### Action item
Lines in the listing below that include the word "nodes" need to be copied.

### Information provided
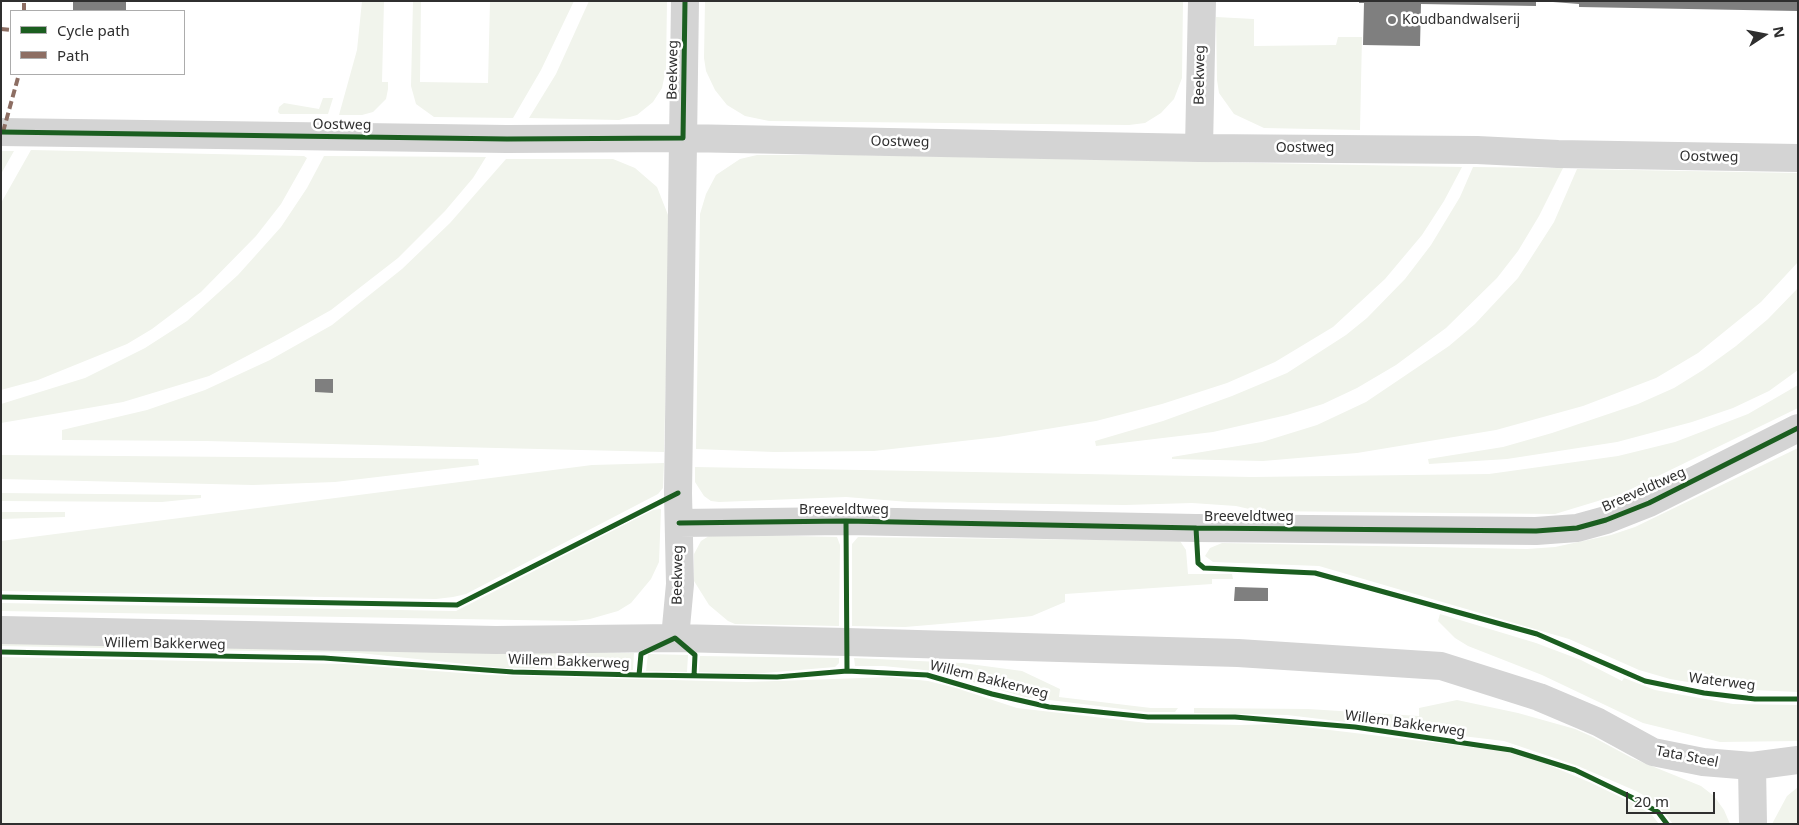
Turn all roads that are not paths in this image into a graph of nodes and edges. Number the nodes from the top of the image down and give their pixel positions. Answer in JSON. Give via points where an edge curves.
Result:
{"nodes":[{"id":1,"x":685,"y":1,"type":"edge"},
{"id":2,"x":1202,"y":1,"type":"edge"},
{"id":3,"x":1,"y":132,"type":"edge"},
{"id":4,"x":683,"y":138,"type":"junction"},
{"id":5,"x":1199,"y":148,"type":"junction"},
{"id":6,"x":1798,"y":158,"type":"edge"},
{"id":7,"x":1798,"y":428,"type":"edge"},
{"id":8,"x":679,"y":523,"type":"junction"},
{"id":9,"x":1,"y":630,"type":"edge"},
{"id":10,"x":675,"y":638,"type":"junction"},
{"id":11,"x":1598,"y":722,"type":"joint"},
{"id":12,"x":1798,"y":760,"type":"edge"},
{"id":13,"x":1752,"y":766,"type":"junction"},
{"id":14,"x":1754,"y":824,"type":"edge"}],
"edges":[{"from":1,"to":4,"type":"street","name":"Beekweg"},
{"from":2,"to":5,"type":"street","name":"Beekweg"},
{"from":3,"to":4,"type":"street","name":"Oostweg","via":[[508,139]]},
{"from":4,"to":5,"type":"street","name":"Oostweg"},
{"from":4,"to":8,"type":"street","name":"Beekweg"},
{"from":5,"to":6,"type":"street","name":"Oostweg","via":[[1477,150]]},
{"from":7,"to":8,"type":"street","name":"Breeveldtweg","via":[[1649,503],[1577,528],[1536,531],[846,521]]},
{"from":8,"to":10,"type":"street","name":"Beekweg","via":[[680,584]]},
{"from":9,"to":10,"type":"street","name":"Willem Bakkerweg","via":[[486,639]]},
{"from":10,"to":11,"type":"street","name":"Willem Bakkerweg","via":[[1238,654],[1441,666],[1539,697]]},
{"from":11,"to":13,"type":"street","name":"Tata Steel","via":[[1653,752],[1703,762]]},
{"from":12,"to":13,"type":"street"},
{"from":13,"to":14,"type":"street"}]}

### Answer section
Turn all roads that are not paths in this image into a graph of nodes and edges. Number the nodes from the top of the image down and give their pixel positions. Answer in JSON. Give via points where an edge curves.
{"nodes":[{"id":1,"x":685,"y":1,"type":"edge"},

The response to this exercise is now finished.